■ **Assignment**
Your task is to give the data again, exactly, with every line intact.

■ **Task inputs**
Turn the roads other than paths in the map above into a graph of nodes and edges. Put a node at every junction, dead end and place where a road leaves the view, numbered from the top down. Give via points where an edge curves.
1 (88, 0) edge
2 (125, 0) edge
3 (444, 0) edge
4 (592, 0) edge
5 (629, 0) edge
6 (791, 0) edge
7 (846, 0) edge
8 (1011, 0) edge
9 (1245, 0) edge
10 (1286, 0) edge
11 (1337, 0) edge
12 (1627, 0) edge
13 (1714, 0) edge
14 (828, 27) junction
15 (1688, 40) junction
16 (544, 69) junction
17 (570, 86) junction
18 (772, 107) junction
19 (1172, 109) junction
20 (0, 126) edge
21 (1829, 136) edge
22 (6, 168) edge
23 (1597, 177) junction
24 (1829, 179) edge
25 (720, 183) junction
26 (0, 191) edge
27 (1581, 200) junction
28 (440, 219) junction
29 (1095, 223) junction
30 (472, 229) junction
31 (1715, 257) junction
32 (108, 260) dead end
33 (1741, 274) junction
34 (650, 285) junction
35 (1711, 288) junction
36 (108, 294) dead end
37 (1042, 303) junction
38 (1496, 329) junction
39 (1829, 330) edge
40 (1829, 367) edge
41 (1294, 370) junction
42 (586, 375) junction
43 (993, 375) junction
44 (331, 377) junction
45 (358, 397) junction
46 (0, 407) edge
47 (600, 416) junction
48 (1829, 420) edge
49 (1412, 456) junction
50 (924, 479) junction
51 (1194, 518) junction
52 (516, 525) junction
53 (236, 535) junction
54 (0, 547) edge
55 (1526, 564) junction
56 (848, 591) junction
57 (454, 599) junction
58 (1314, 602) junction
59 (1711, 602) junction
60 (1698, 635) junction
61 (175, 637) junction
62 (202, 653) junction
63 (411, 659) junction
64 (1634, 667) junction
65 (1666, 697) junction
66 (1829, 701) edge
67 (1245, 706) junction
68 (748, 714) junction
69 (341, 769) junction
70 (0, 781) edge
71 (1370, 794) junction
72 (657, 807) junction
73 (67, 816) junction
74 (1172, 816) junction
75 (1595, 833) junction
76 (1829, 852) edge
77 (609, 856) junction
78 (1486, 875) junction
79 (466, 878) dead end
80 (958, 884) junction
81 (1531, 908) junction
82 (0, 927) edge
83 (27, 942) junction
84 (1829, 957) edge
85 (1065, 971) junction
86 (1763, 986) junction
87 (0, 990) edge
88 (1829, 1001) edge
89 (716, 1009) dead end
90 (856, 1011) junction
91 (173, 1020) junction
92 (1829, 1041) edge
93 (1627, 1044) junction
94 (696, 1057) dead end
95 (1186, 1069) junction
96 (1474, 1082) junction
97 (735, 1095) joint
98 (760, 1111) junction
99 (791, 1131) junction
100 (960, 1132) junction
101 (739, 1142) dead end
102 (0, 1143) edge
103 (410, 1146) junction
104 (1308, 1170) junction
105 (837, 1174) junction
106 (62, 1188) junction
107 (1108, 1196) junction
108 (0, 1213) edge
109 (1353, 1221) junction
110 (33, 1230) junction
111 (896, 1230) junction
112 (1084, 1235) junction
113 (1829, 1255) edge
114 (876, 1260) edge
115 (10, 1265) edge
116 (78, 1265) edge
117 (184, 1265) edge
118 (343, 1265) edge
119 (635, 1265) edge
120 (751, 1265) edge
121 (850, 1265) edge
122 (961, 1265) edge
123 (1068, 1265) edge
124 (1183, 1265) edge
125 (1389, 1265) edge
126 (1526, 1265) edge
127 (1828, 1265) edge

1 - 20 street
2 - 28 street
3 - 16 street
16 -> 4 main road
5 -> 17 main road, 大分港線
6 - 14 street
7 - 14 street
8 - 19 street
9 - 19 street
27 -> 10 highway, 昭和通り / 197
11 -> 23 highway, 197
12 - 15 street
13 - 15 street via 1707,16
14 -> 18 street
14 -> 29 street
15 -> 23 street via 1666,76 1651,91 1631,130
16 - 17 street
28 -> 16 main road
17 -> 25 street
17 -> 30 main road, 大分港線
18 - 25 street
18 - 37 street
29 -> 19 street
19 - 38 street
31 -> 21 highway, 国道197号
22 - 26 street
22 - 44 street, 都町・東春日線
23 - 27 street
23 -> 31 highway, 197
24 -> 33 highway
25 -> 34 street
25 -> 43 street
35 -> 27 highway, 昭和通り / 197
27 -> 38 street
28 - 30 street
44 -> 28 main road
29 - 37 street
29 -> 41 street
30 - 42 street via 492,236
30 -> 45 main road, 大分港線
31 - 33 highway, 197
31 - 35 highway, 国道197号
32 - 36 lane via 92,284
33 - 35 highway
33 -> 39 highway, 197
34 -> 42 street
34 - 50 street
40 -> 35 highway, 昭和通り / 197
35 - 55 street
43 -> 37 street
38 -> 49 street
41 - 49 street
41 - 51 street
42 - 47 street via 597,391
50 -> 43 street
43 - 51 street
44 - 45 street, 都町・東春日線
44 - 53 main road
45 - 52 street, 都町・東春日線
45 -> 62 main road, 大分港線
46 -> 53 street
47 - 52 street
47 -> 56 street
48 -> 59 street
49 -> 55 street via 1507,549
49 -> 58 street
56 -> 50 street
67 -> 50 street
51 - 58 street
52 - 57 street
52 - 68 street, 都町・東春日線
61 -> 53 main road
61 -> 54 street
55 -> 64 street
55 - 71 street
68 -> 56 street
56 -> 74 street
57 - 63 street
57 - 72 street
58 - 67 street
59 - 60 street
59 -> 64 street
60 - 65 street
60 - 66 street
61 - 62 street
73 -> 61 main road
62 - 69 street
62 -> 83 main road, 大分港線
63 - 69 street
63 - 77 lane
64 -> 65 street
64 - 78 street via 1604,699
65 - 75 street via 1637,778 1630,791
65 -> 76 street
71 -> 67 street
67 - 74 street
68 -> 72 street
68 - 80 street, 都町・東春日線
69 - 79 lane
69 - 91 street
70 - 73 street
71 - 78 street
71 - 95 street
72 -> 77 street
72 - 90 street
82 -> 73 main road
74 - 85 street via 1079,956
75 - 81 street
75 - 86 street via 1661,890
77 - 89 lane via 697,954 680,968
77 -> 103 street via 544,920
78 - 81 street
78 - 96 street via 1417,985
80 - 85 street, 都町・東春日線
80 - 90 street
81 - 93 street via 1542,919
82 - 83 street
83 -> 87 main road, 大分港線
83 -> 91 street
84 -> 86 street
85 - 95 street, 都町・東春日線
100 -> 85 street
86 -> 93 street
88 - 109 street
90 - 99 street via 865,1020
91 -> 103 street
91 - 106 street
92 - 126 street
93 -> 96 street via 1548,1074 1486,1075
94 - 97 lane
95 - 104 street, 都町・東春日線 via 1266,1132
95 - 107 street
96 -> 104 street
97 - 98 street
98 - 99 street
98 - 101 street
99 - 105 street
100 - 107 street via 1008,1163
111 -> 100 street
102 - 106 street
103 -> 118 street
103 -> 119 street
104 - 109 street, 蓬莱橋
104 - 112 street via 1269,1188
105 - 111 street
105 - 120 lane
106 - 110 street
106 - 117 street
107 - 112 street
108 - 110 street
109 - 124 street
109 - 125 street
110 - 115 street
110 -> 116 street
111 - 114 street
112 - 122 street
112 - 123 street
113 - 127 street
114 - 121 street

■ **Written solution**
Turn the roads other than paths in the map above into a graph of nodes and edges. Put a node at every junction, dead end and place where a road leaves the view, numbered from the top down. Give via points where an edge curves.
1 (88, 0) edge
2 (125, 0) edge
3 (444, 0) edge
4 (592, 0) edge
5 (629, 0) edge
6 (791, 0) edge
7 (846, 0) edge
8 (1011, 0) edge
9 (1245, 0) edge
10 (1286, 0) edge
11 (1337, 0) edge
12 (1627, 0) edge
13 (1714, 0) edge
14 (828, 27) junction
15 (1688, 40) junction
16 (544, 69) junction
17 (570, 86) junction
18 (772, 107) junction
19 (1172, 109) junction
20 (0, 126) edge
21 (1829, 136) edge
22 (6, 168) edge
23 (1597, 177) junction
24 (1829, 179) edge
25 (720, 183) junction
26 (0, 191) edge
27 (1581, 200) junction
28 (440, 219) junction
29 (1095, 223) junction
30 (472, 229) junction
31 (1715, 257) junction
32 (108, 260) dead end
33 (1741, 274) junction
34 (650, 285) junction
35 (1711, 288) junction
36 (108, 294) dead end
37 (1042, 303) junction
38 (1496, 329) junction
39 (1829, 330) edge
40 (1829, 367) edge
41 (1294, 370) junction
42 (586, 375) junction
43 (993, 375) junction
44 (331, 377) junction
45 (358, 397) junction
46 (0, 407) edge
47 (600, 416) junction
48 (1829, 420) edge
49 (1412, 456) junction
50 (924, 479) junction
51 (1194, 518) junction
52 (516, 525) junction
53 (236, 535) junction
54 (0, 547) edge
55 (1526, 564) junction
56 (848, 591) junction
57 (454, 599) junction
58 (1314, 602) junction
59 (1711, 602) junction
60 (1698, 635) junction
61 (175, 637) junction
62 (202, 653) junction
63 (411, 659) junction
64 (1634, 667) junction
65 (1666, 697) junction
66 (1829, 701) edge
67 (1245, 706) junction
68 (748, 714) junction
69 (341, 769) junction
70 (0, 781) edge
71 (1370, 794) junction
72 (657, 807) junction
73 (67, 816) junction
74 (1172, 816) junction
75 (1595, 833) junction
76 (1829, 852) edge
77 (609, 856) junction
78 (1486, 875) junction
79 (466, 878) dead end
80 (958, 884) junction
81 (1531, 908) junction
82 (0, 927) edge
83 (27, 942) junction
84 (1829, 957) edge
85 (1065, 971) junction
86 (1763, 986) junction
87 (0, 990) edge
88 (1829, 1001) edge
89 (716, 1009) dead end
90 (856, 1011) junction
91 (173, 1020) junction
92 (1829, 1041) edge
93 (1627, 1044) junction
94 (696, 1057) dead end
95 (1186, 1069) junction
96 (1474, 1082) junction
97 (735, 1095) joint
98 (760, 1111) junction
99 (791, 1131) junction
100 (960, 1132) junction
101 (739, 1142) dead end
102 (0, 1143) edge
103 (410, 1146) junction
104 (1308, 1170) junction
105 (837, 1174) junction
106 (62, 1188) junction
107 (1108, 1196) junction
108 (0, 1213) edge
109 (1353, 1221) junction
110 (33, 1230) junction
111 (896, 1230) junction
112 (1084, 1235) junction
113 (1829, 1255) edge
114 (876, 1260) edge
115 (10, 1265) edge
116 (78, 1265) edge
117 (184, 1265) edge
118 (343, 1265) edge
119 (635, 1265) edge
120 (751, 1265) edge
121 (850, 1265) edge
122 (961, 1265) edge
123 (1068, 1265) edge
124 (1183, 1265) edge
125 (1389, 1265) edge
126 (1526, 1265) edge
127 (1828, 1265) edge

1 - 20 street
2 - 28 street
3 - 16 street
16 -> 4 main road
5 -> 17 main road, 大分港線
6 - 14 street
7 - 14 street
8 - 19 street
9 - 19 street
27 -> 10 highway, 昭和通り / 197
11 -> 23 highway, 197
12 - 15 street
13 - 15 street via 1707,16
14 -> 18 street
14 -> 29 street
15 -> 23 street via 1666,76 1651,91 1631,130
16 - 17 street
28 -> 16 main road
17 -> 25 street
17 -> 30 main road, 大分港線
18 - 25 street
18 - 37 street
29 -> 19 street
19 - 38 street
31 -> 21 highway, 国道197号
22 - 26 street
22 - 44 street, 都町・東春日線
23 - 27 street
23 -> 31 highway, 197
24 -> 33 highway
25 -> 34 street
25 -> 43 street
35 -> 27 highway, 昭和通り / 197
27 -> 38 street
28 - 30 street
44 -> 28 main road
29 - 37 street
29 -> 41 street
30 - 42 street via 492,236
30 -> 45 main road, 大分港線
31 - 33 highway, 197
31 - 35 highway, 国道197号
32 - 36 lane via 92,284
33 - 35 highway
33 -> 39 highway, 197
34 -> 42 street
34 - 50 street
40 -> 35 highway, 昭和通り / 197
35 - 55 street
43 -> 37 street
38 -> 49 street
41 - 49 street
41 - 51 street
42 - 47 street via 597,391
50 -> 43 street
43 - 51 street
44 - 45 street, 都町・東春日線
44 - 53 main road
45 - 52 street, 都町・東春日線
45 -> 62 main road, 大分港線
46 -> 53 street
47 - 52 street
47 -> 56 street
48 -> 59 street
49 -> 55 street via 1507,549
49 -> 58 street
56 -> 50 street
67 -> 50 street
51 - 58 street
52 - 57 street
52 - 68 street, 都町・東春日線
61 -> 53 main road
61 -> 54 street
55 -> 64 street
55 - 71 street
68 -> 56 street
56 -> 74 street
57 - 63 street
57 - 72 street
58 - 67 street
59 - 60 street
59 -> 64 street
60 - 65 street
60 - 66 street
61 - 62 street
73 -> 61 main road
62 - 69 street
62 -> 83 main road, 大分港線
63 - 69 street
63 - 77 lane
64 -> 65 street
64 - 78 street via 1604,699
65 - 75 street via 1637,778 1630,791
65 -> 76 street
71 -> 67 street
67 - 74 street
68 -> 72 street
68 - 80 street, 都町・東春日線
69 - 79 lane
69 - 91 street
70 - 73 street
71 - 78 street
71 - 95 street
72 -> 77 street
72 - 90 street
82 -> 73 main road
74 - 85 street via 1079,956
75 - 81 street
75 - 86 street via 1661,890
77 - 89 lane via 697,954 680,968
77 -> 103 street via 544,920
78 - 81 street
78 - 96 street via 1417,985
80 - 85 street, 都町・東春日線
80 - 90 street
81 - 93 street via 1542,919
82 - 83 street
83 -> 87 main road, 大分港線
83 -> 91 street
84 -> 86 street
85 - 95 street, 都町・東春日線
100 -> 85 street
86 -> 93 street
88 - 109 street
90 - 99 street via 865,1020
91 -> 103 street
91 - 106 street
92 - 126 street
93 -> 96 street via 1548,1074 1486,1075
94 - 97 lane
95 - 104 street, 都町・東春日線 via 1266,1132
95 - 107 street
96 -> 104 street
97 - 98 street
98 - 99 street
98 - 101 street
99 - 105 street
100 - 107 street via 1008,1163
111 -> 100 street
102 - 106 street
103 -> 118 street
103 -> 119 street
104 - 109 street, 蓬莱橋
104 - 112 street via 1269,1188
105 - 111 street
105 - 120 lane
106 - 110 street
106 - 117 street
107 - 112 street
108 - 110 street
109 - 124 street
109 - 125 street
110 - 115 street
110 -> 116 street
111 - 114 street
112 - 122 street
112 - 123 street
113 - 127 street
114 - 121 street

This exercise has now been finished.